The taxi trip from the hotel to the train station, after we picked up our luggage, was a lot further than I thought. Our train left from Beijing West which is (I believe) the largest train station in China. Not hard to believe. The traffic getting to the station, many miles from the centre of the city, was not that bad but once we got there it was absolutely horrendous. The taxi had to let us off a the front of the terminal building which was only accessible via an incomprehensible spiral ramp leading off of the road. At the front of the station it was complete chaos as we had to pass through a x-ray scan before we could even get into the station.

Beijing West Train Station

The station itself was very busy and the electronic signs not terribly helpful though Jacky had given us the train tickets yesterday so we knew the train number, time of departure and our carriage information. We were a bit hungry though so we managed to pick up a few things in the snack/eating area before making our way to the waiting lounge.

There are a number of large waiting lounges off to each side of the main corridor running down the length of the station. Each lounge is intended for people traveling on specific trains (we had to show our before we were allowed in). Our lounge was being used for waiting for people for four or five trains. The lounge is a large room with rows of seats running the length with people seated and/or sleeping thereon. At the end of each row is the entrance to the platform that opens when the train is ready to board. A number of the trains waiting in our lounge were local so there were very large queues of people waiting when the boarding was announced for those trains. It also looked a bit rough with people jostling and shoving one another.

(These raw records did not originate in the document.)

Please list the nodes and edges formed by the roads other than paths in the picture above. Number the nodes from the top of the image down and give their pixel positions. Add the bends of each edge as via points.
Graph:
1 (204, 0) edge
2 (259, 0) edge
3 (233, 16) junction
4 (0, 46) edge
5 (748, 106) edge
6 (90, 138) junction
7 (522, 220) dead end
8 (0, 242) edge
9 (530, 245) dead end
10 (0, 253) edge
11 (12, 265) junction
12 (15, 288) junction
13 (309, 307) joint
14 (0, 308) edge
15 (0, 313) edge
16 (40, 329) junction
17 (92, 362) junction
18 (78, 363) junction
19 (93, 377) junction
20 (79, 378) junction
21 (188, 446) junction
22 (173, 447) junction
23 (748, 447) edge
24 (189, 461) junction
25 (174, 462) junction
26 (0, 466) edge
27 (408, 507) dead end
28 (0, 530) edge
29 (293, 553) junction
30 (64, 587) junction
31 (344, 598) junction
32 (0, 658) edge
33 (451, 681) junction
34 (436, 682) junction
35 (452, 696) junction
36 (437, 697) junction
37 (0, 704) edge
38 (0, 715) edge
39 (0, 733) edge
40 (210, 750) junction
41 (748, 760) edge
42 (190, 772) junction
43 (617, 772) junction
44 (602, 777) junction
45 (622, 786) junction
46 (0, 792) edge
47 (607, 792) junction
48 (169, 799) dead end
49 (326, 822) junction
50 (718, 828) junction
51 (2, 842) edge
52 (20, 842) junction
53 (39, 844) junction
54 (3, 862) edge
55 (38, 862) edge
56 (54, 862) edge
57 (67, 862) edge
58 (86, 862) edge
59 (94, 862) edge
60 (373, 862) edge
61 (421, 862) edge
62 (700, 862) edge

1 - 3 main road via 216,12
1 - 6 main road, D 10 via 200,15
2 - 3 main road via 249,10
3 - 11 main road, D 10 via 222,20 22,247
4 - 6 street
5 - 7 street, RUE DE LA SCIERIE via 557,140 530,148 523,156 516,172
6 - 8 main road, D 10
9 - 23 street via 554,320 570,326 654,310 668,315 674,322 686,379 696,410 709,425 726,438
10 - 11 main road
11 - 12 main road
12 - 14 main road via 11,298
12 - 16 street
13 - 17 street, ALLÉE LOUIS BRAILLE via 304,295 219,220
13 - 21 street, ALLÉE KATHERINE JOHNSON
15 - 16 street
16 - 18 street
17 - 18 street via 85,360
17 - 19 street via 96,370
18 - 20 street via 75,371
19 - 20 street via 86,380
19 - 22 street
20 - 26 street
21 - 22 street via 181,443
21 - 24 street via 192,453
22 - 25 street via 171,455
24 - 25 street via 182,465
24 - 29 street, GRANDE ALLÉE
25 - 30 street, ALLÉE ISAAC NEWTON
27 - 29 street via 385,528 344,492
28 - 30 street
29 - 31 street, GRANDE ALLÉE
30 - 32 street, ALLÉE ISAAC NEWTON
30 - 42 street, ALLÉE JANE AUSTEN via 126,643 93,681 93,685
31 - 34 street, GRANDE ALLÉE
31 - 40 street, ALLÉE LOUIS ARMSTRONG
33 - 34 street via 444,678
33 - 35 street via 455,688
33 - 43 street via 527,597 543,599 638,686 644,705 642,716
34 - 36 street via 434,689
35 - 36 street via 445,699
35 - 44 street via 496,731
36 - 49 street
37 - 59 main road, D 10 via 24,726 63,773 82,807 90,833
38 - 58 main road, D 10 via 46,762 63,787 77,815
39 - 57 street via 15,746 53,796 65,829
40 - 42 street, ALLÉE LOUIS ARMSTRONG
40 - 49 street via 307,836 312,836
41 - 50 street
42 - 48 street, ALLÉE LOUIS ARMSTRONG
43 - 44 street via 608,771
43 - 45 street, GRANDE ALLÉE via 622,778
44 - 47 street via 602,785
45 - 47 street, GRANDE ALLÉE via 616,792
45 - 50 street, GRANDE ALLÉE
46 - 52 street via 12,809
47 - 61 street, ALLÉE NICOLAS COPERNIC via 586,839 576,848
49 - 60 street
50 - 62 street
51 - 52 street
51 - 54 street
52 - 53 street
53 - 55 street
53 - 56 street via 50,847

We were not the only tourists (non-Chinese) waiting so when our train was announced (in English – I guess they get a few tourists on this train) we joined them in the queue to get on board. Walking out of the station and onto the platform you could be excused for thinking it was like any train station in the world. The trains are perhaps a bit older but serviceable and our cabin, which we have to ourselves, is very good indeed. It is the best class you can get (“deluxe soft sleeper”) and it consists of two bunks on one side, a comfy chair on the other along with our own toilet (there is a small table in between).

Our Toilet (SW)

Each bunk has it's own colour television (if you can understand Chinese, it is great) and it is quite clean and tidy.

Me on My Bunk (SW)

To be honest, we would have been happier without the chair as it does occupy a fair amount of the limited space available but since mother took the lower bunk I have been sitting in it so I can look out of the window. I can do that for hours.

Our Table and Chair (SW)

Our deluxe carriage has an aisle down one side that you walk through to get to your cabin (which is, thankfully, lockable). I have been warned about security on the trains in China so a lock on the door was good to see. We have security locks with us in case we feel we have to chain our luggage up but hopefully we will not have to. I feel quite good about the train. It is a lot nicer than I thought it would be.

Me and Mother on our Bunks

We were, of course, early getting onto the train so we waited for a few minutes, getting comfortable, before leaving Beijing. This is an overnight train so it is important we get some sleep. I think that after the boat we should not have any problems with motion sickness (neither of us have had any problems yet). Though, still hungry, we did have something to eat before going to bed. I managed to get a few chicken skewers from the neighboring dining car a while after we left (evidently the secret to eating is to do so as soon as you get on board otherwise you get stuck with leftovers – as we did). Not bad but not exactly fine dining. Munch, munch…

Not much to see out of the window. We are looking forward to Xi'an: A relatively new stop on the tourist map and a long way from Beijing. Now, to bed.